### Task requirements
Repetition must be exact and must stop with the line bearing "dup .setfillconstantalpha .setstrokeconstantalpha". It begins at the first line of the records and includes no pictures.

### Records for the task
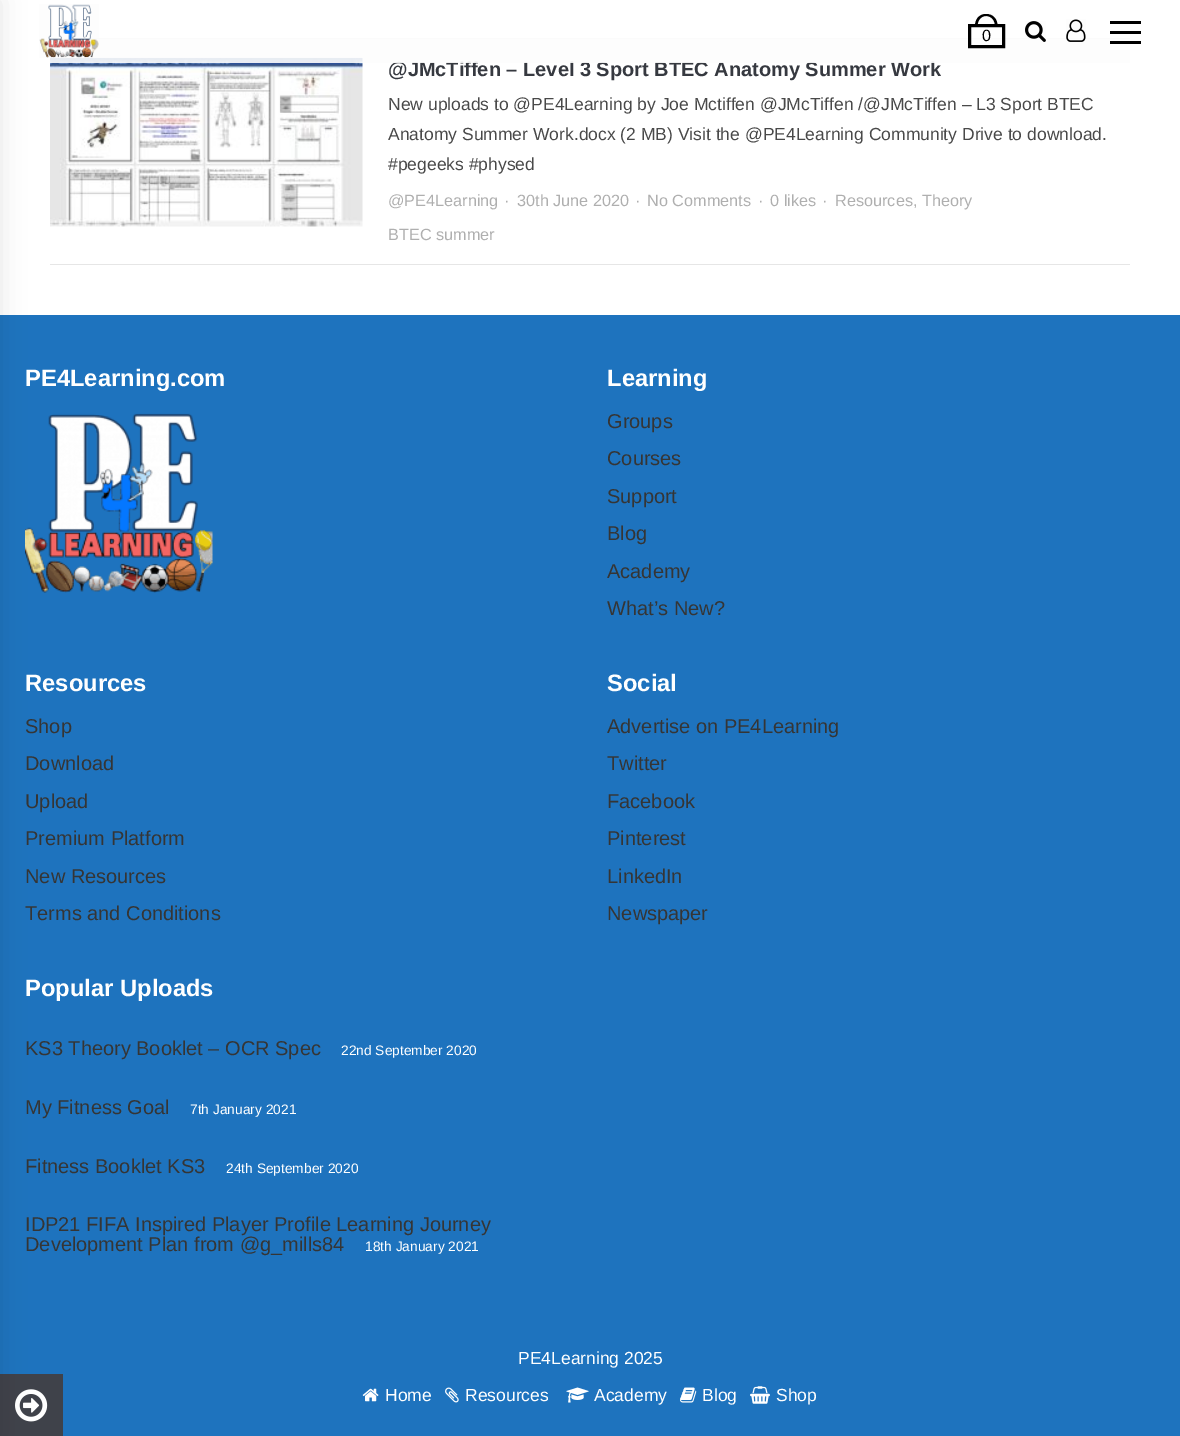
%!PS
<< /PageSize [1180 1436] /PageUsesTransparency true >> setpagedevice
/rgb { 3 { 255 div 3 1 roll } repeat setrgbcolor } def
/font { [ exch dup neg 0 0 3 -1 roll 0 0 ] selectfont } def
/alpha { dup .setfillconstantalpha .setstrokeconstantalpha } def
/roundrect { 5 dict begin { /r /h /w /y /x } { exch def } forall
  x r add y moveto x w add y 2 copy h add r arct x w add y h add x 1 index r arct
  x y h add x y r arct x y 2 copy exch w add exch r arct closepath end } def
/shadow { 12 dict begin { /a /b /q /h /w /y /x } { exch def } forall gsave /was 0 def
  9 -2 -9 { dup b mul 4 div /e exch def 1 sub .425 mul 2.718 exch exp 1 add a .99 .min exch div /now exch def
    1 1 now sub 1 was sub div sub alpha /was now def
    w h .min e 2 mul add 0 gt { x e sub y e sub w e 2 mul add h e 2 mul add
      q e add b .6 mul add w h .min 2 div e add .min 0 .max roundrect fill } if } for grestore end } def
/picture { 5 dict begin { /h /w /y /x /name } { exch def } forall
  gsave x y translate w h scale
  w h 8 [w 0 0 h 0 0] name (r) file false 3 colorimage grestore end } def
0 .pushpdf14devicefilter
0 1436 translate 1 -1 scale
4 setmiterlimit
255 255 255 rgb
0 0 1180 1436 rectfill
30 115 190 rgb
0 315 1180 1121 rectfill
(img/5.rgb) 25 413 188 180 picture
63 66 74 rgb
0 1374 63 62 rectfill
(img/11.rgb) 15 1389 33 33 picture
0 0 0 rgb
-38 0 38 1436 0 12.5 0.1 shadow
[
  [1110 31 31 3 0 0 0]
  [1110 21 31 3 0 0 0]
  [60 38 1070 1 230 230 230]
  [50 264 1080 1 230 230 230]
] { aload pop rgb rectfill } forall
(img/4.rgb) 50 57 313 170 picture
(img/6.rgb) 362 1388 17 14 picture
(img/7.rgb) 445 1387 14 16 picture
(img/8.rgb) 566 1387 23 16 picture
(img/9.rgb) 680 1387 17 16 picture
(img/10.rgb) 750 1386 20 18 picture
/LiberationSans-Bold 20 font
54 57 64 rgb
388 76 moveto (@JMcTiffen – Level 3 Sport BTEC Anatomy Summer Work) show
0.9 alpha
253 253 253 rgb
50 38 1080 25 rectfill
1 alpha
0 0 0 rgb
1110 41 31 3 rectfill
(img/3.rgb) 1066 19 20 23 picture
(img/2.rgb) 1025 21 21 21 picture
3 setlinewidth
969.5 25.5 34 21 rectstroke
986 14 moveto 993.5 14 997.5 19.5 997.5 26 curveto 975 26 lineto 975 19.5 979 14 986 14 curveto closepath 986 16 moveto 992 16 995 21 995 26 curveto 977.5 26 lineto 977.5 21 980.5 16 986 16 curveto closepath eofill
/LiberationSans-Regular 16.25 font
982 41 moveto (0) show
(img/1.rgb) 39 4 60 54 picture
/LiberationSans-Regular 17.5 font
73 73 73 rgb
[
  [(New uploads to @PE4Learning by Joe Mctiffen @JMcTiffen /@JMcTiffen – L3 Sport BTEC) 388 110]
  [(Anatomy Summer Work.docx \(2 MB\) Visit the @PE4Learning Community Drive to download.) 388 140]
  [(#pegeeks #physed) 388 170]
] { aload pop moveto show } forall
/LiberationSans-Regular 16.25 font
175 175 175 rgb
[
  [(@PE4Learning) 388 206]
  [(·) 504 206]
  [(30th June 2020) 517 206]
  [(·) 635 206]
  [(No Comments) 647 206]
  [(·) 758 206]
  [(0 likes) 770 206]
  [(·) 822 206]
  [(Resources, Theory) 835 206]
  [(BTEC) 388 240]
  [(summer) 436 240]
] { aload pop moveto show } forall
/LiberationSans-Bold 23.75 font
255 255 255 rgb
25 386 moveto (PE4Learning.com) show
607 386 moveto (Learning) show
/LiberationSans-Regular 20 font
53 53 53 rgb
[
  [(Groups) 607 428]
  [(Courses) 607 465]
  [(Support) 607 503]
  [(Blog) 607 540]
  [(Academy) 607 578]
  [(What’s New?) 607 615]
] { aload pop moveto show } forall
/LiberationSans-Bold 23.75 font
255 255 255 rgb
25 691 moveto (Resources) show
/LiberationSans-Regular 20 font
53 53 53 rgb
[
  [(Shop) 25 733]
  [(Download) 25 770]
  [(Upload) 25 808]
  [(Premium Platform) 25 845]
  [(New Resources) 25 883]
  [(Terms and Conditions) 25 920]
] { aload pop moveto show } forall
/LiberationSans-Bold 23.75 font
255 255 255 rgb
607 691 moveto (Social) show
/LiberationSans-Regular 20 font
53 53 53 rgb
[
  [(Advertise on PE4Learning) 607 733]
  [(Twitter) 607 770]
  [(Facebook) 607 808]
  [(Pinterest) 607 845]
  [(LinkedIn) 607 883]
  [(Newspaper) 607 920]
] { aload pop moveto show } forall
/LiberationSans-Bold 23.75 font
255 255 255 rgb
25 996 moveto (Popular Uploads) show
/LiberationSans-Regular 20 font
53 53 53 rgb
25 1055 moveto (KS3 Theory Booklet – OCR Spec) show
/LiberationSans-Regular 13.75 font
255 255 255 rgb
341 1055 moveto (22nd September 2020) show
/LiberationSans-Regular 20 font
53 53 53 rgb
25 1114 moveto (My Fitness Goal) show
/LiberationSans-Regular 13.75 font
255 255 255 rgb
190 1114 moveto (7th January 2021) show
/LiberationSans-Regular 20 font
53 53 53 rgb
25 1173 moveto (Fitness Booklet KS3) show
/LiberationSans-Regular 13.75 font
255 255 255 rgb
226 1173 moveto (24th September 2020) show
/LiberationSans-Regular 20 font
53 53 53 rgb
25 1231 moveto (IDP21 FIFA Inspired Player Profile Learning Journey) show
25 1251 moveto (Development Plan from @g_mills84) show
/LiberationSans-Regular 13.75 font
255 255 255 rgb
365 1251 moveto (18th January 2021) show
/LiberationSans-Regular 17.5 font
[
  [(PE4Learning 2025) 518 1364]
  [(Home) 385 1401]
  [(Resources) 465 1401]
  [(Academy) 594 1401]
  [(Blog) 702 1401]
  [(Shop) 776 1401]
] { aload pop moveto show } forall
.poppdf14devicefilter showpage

### Result of the exercise
%!PS
<< /PageSize [1180 1436] /PageUsesTransparency true >> setpagedevice
/rgb { 3 { 255 div 3 1 roll } repeat setrgbcolor } def
/font { [ exch dup neg 0 0 3 -1 roll 0 0 ] selectfont } def
/alpha { dup .setfillconstantalpha .setstrokeconstantalpha } def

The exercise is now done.